What you will do:
Take each line from the entries that holds "buttons" and copy it out.

Collection entries:
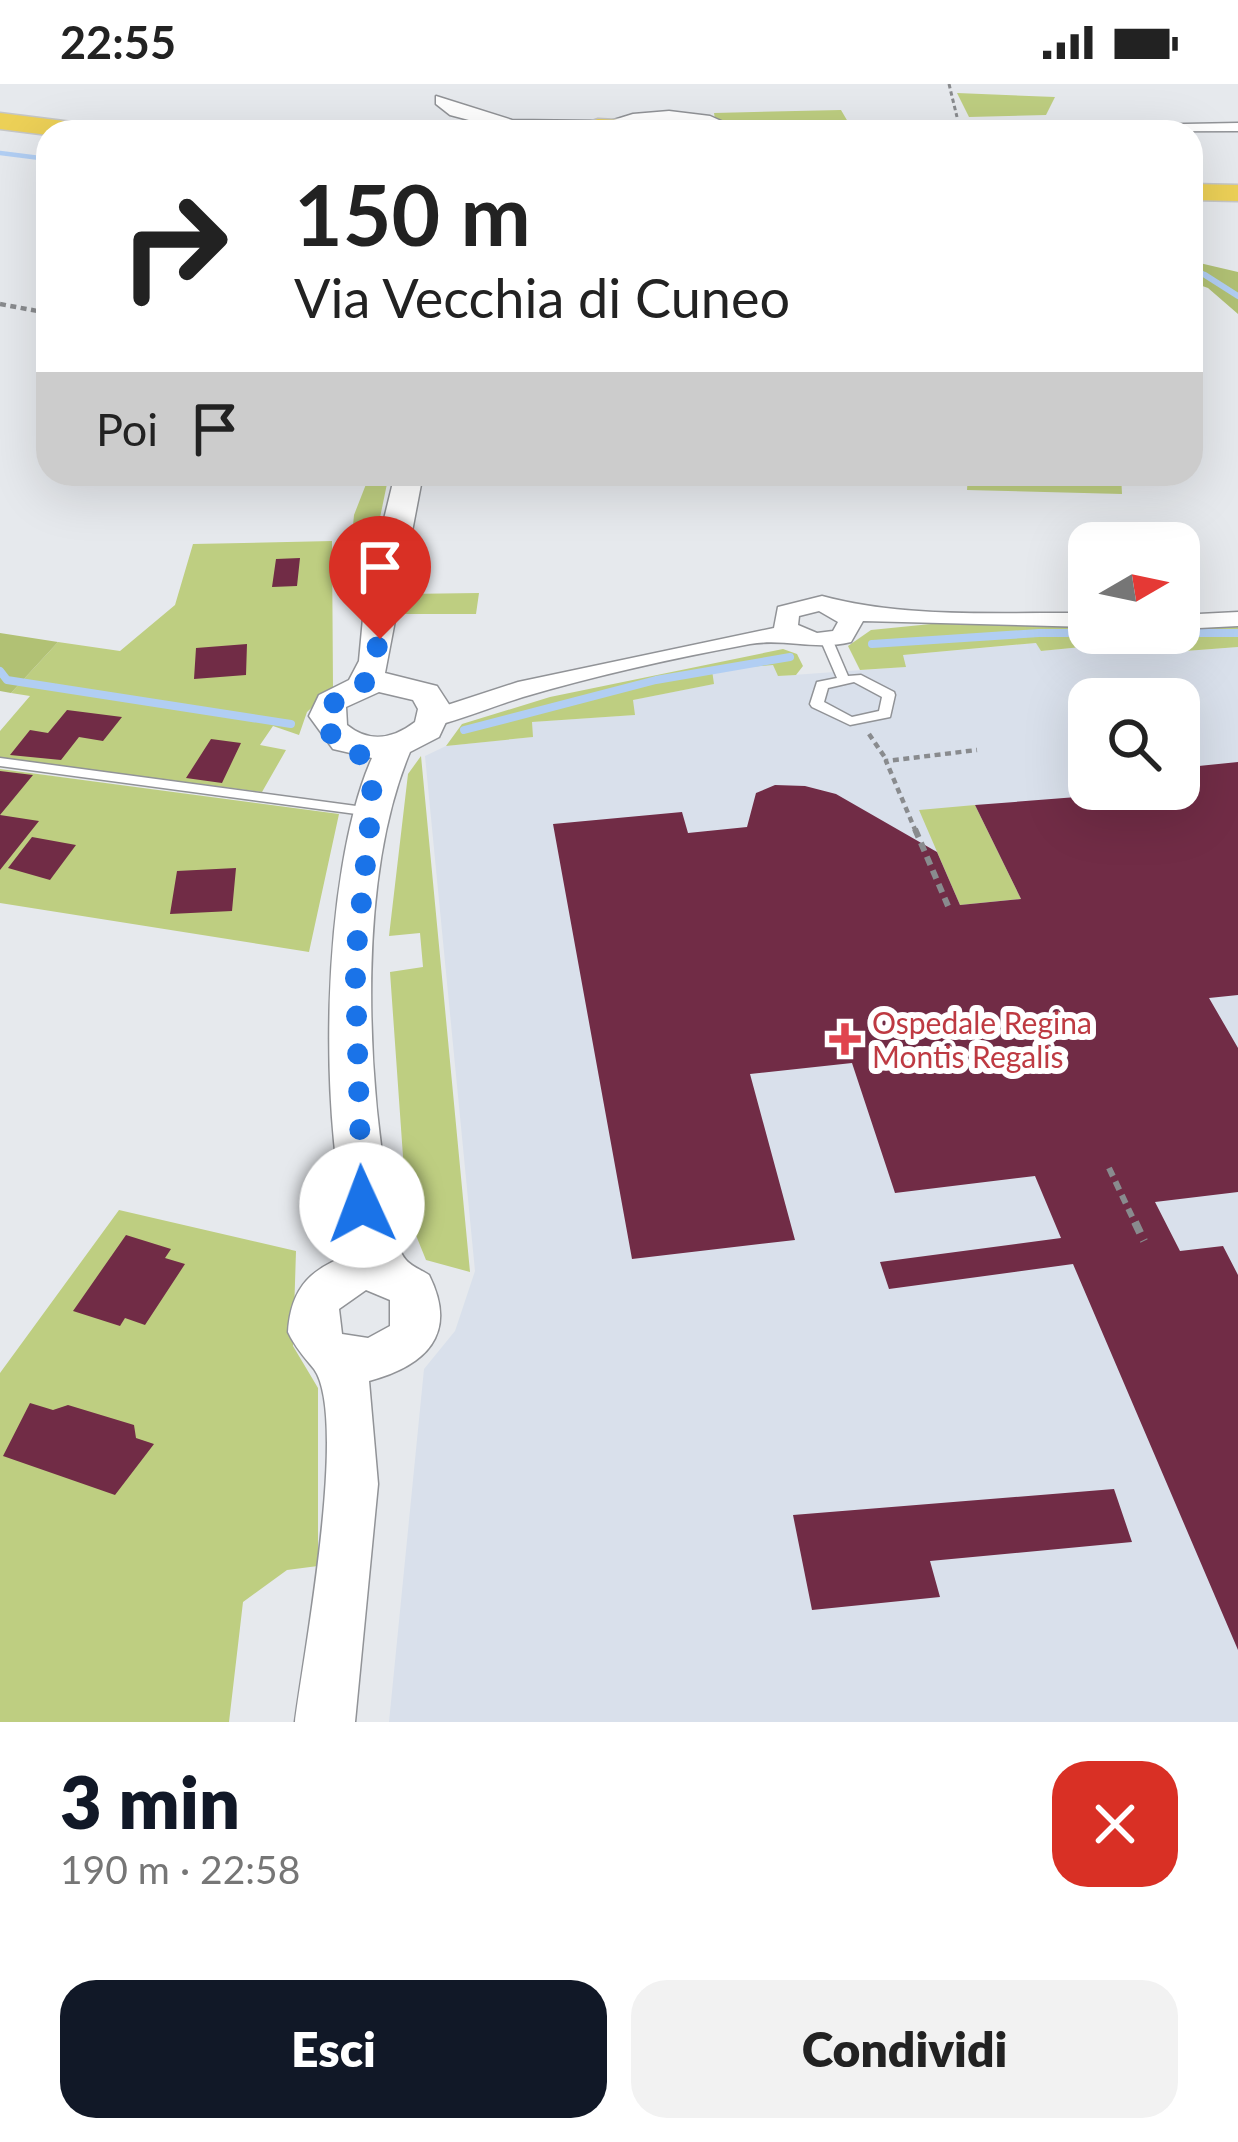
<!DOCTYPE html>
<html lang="it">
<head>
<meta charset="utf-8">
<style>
	body { margin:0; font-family:Lato,sans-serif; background:#f2f2f2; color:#222; height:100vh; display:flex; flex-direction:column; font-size:45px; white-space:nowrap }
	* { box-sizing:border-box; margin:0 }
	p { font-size:39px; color:#767676 }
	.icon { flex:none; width:66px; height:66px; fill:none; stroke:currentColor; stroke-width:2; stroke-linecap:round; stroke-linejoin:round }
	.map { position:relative; height:1638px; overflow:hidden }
	.panel { display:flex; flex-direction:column; background:#fff; flex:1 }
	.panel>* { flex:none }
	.hud { position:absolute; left:36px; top:36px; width:1167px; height:366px; border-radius:36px; box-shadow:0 12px 48px #0002; background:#fff; color:#222; overflow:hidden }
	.needle { width:78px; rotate:81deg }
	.buttons { position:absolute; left:1068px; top:438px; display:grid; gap:24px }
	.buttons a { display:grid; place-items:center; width:132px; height:132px; border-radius:24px; background:#fff; box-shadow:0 12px 48px #0002; font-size:60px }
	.pin { position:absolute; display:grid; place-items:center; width:102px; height:102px; color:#fff; margin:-123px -51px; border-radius:50% 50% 50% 0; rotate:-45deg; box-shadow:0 0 12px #0007 }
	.pin .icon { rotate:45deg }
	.me { position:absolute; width:132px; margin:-66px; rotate:358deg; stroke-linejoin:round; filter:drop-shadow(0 0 9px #0008) }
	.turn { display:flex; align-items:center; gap:42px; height:252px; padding:0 60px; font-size:54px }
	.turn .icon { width:156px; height:156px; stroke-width:2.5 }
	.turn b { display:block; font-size:84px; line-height:102px }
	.then { display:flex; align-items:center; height:114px; padding:0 60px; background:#0003; gap:24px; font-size:45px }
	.round { display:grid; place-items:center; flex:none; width:126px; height:126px; border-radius:36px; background:#f2f2f2 }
	.overview { display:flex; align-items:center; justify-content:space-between; height:204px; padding:0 60px }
	h1 { font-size:72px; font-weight:800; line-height:90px; color:#111827 }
	.button { display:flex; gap:24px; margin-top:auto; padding:24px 60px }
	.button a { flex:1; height:138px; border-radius:36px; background:#111827; color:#fff; font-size:48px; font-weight:800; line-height:138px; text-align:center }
	.button a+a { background:#f2f2f2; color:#222 }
	.status { display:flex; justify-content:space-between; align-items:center; height:84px; padding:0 60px; background:#fff; direction:ltr }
	.status svg { height:33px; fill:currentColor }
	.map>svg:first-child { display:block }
</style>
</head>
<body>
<div class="status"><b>22:55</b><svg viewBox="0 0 49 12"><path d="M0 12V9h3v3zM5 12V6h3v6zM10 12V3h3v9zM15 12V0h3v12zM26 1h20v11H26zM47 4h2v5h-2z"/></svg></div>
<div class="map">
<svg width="1238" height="1638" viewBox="0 0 1238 1638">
	<rect width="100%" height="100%" fill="#e6e9ed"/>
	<path fill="#d9e0eb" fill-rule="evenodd" d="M1037 559 1041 567 1102 561 1146 570 1238 563V1638H389L424 1285 455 1247 475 1187 425 672 446 662 532 653 531 638 634 631 632 616 713 600 712 586 773 581 779 592 905 583 902 571ZM1089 615H1179V705H1089Z"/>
	<path fill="#bece81" d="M957 9 1055 13 1046 31 969 33Z
		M841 26 851 43 863 46 944 38 945 48H745L715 35 714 29Z
		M370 390H389L362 521 346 516 354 431Z
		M968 390H1121L1122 410 967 406Z
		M332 457 333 604 307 628 299 651 273 642 260 661 286 666 262 708 0 674V647L30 612 11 609 58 558 120 567 175 521 193 460Z
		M479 509 476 530H402L404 510Z
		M941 539 1089 542V549L1238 542V563L1146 570 1102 561 1041 567 1036 559 903 571 906 583 860 586 848 562 871 546Z
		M783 565 797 570 803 582 796 591 778 592 773 581 712 586 714 600 633 616 635 631 532 638 533 653 446 662 462 640 550 613Z
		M421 672 470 1188 426 1176 407 1129 390 888 423 883 420 849 389 852 408 690Z
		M0 685 339 730 309 868 0 819Z
		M975 721 1021 815 960 821 919 726Z
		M119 1126 296 1167 293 1262 318 1304V1482L287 1486 243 1518 229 1638H0V1289Z"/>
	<path fill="#b1c174" d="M1191 177 1238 188V230L1208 204 1191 198Z
		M0 549 58 558 11 609 0 607Z"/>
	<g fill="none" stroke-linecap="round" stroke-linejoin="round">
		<path stroke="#b1cef3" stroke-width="4.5" d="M0 69 48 75
			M1191 182 1210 194"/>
		<path stroke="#b1cef3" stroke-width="6" d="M1205 191 1238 212"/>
		<path stroke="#b1cef3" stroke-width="8" d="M872 560 1039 549H1238
			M0 587 7 596 291 640
			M464 646 656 596 790 573"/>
	</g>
	<path fill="#712c46" d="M300 474 297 502 272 503 276 475Z
		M247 560 246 591 194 595 196 564Z
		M67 626 122 633 103 657 79 653 61 676 10 671 30 646 48 649Z
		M211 655 241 659 222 699 186 694Z
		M1238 678V911L1209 914 1238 964V1108L1155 1118 1180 1167 1223 1162 1238 1191V1566L1073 1180 889 1205 880 1178 1061 1154 1035 1092 895 1109 852 979 750 990 795 1156 632 1175 553 740 682 728 688 749 747 743 756 709 775 701 805 702 836 710 937 768 960 821 1021 815 975 721 1179 705V684Z
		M0 687 33 691 0 731 39 737 0 786Z
		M32 753 76 761 50 796 8 784Z
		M236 784 232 827 170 830 177 787Z
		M126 1151 171 1165 165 1174 185 1180 145 1241 125 1234 120 1242 73 1227Z
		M30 1319 53 1326 68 1321 134 1341 136 1354 154 1360 115 1411 3 1372Z
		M1114 1405 1132 1458 930 1477 940 1513 812 1526 793 1431Z"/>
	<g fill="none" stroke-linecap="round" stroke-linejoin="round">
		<defs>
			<path id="service" d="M827 553 833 557 848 592 861 591 894 608 895 611 890 633 850 641 812 623 810 620 817 598 837 594 821 557ZM854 598 882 613 879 627 852 633 824 618 828 604Z
				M0 674 371 724 378 728 371 732 0 682Z"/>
			<path id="minor" d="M669 27 710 32 746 48 669 36 598 47 591 43 633 30Z
				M1238 39V47L966 48 973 44Z
				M822 512C907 535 1000 528 1089 529V543L863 537 851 558C815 567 786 554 750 560 675 574 597 591 523 613 494 622 465 634 435 642L422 634 426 628 518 598 774 544 778 523ZM819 527 838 538 833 547 817 549 798 541 799 532Z
				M1238 528V542L1179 545V531Z"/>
			<path id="tertiary" d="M436 12 512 36 598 37 608 43 601 48H459L484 40 450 31 436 20Z
				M395 390H423L385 589 437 602 452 625 439 653 410 668C358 792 366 983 389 1114 392 1132 394 1162 406 1176 411 1182 423 1187 429 1191 459 1251 425 1282 369 1297L378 1400 355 1638H295C303 1573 349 1334 314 1285 305 1274 295 1263 288 1248 291 1202 312 1183 355 1169 316 1050 321 788 372 674L333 665 309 632 319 611 349 596 359 577 365 513ZM379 608 413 616 418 625 415 638C393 655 369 659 347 641L346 623ZM366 1206 390 1216V1242L368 1254 342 1250 339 1225Z"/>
			<path id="trunk" d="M0 29 88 40 101 48 48 51 0 45Z
				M598 35 697 40 710 48H589V38Z
				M1191 100 1238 101V117L1191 116Z"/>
		</defs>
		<use href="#service" stroke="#919397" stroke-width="3"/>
		<use href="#minor" stroke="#919397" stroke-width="3"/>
		<use href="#tertiary" stroke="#919397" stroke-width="3"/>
		<use href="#trunk" stroke="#c5c6c6" stroke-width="3"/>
		<path stroke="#898b8e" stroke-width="3" stroke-dasharray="4.5 3" stroke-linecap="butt" d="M949 0 957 33"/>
		<path stroke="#898b8e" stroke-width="4.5" stroke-dasharray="6 4.5" stroke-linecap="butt" d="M0 220 48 229
			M869 650 886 675
			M916 748 886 677 977 666"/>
		<path stroke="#898b8e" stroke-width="6" stroke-dasharray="9 6" stroke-linecap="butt" d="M915 745 948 822
			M1109 1084 1136 1141"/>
		<path stroke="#898b8e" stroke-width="8" stroke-dasharray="12 8" stroke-linecap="butt" d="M1135 1138 1144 1157"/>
		<use href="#service" fill="#fff" fill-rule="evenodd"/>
		<use href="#minor" fill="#fff" fill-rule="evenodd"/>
		<use href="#tertiary" fill="#fff" fill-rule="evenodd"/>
		<use href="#trunk" fill="#ecd057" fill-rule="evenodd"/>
	</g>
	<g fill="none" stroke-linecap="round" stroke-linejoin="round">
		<path stroke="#1a73e8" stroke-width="21" stroke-dasharray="0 37.8" d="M362 1121 355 878 373 710 357 663C338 657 327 652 322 632L344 608 364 600 380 555"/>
	</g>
	<path fill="#e0444e" stroke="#fff" stroke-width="4.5" d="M839 937h12v12h12v12h-12v12h-12v-12h-12v-12h12z"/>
	<g text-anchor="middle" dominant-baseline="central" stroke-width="12" stroke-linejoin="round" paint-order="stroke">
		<g font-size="30" fill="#be3a42" stroke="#fff" text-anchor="start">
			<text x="872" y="938">Ospedale Regina<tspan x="872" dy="34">Montis Regalis</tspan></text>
		</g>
	</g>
</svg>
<div class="buttons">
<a><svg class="needle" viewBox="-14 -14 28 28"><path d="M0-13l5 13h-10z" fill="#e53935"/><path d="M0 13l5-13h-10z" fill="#767676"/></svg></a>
<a><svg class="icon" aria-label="search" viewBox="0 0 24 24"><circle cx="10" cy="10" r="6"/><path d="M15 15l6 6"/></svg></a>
</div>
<div class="pin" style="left:380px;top:555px;background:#d93025"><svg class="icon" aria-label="arrive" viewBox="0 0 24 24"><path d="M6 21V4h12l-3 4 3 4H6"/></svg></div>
<svg class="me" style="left:362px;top:1121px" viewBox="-20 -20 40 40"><circle r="19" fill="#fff"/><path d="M0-13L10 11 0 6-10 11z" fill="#1a73e8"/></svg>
<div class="hud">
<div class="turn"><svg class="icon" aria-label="right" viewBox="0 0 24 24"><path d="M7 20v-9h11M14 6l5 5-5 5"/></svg><div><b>150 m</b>Via Vecchia di Cuneo</div></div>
<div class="then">Poi<svg class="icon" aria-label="arrive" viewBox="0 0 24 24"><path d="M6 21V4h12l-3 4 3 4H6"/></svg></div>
</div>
</div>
<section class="panel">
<div class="overview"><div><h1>3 min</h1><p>190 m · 22:58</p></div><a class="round" style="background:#d93025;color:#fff"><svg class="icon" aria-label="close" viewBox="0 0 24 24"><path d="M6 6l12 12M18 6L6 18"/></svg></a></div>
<div class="button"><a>Esci</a><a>Condividi</a></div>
</section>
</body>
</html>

Finished exercise:
	.buttons { position:absolute; left:1068px; top:438px; display:grid; gap:24px }
	.buttons a { display:grid; place-items:center; width:132px; height:132px; border-radius:24px; background:#fff; box-shadow:0 12px 48px #0002; font-size:60px }
<div class="buttons">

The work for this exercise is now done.